What is expected: How many lines of the entries below contain the string "image"? State the number alone.

Supplied data below:

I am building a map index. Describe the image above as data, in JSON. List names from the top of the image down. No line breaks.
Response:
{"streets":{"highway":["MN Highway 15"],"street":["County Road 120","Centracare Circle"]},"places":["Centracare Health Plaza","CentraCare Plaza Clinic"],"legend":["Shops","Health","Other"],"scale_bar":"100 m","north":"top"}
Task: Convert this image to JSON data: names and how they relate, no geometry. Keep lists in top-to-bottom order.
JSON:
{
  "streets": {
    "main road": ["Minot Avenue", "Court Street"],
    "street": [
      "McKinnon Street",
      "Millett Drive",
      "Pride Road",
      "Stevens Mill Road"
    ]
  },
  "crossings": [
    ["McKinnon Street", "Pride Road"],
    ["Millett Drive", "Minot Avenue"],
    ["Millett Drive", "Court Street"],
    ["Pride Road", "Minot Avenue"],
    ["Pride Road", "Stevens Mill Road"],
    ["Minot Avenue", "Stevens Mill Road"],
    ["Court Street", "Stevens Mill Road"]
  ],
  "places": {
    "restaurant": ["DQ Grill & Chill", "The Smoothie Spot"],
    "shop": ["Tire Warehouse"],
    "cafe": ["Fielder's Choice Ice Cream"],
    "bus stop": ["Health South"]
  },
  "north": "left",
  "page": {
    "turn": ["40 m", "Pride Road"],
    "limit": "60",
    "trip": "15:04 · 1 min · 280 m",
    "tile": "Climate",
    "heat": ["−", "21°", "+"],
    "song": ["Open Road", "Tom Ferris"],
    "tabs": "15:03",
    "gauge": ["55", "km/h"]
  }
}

End of Supplied data.

Exercise solution: 2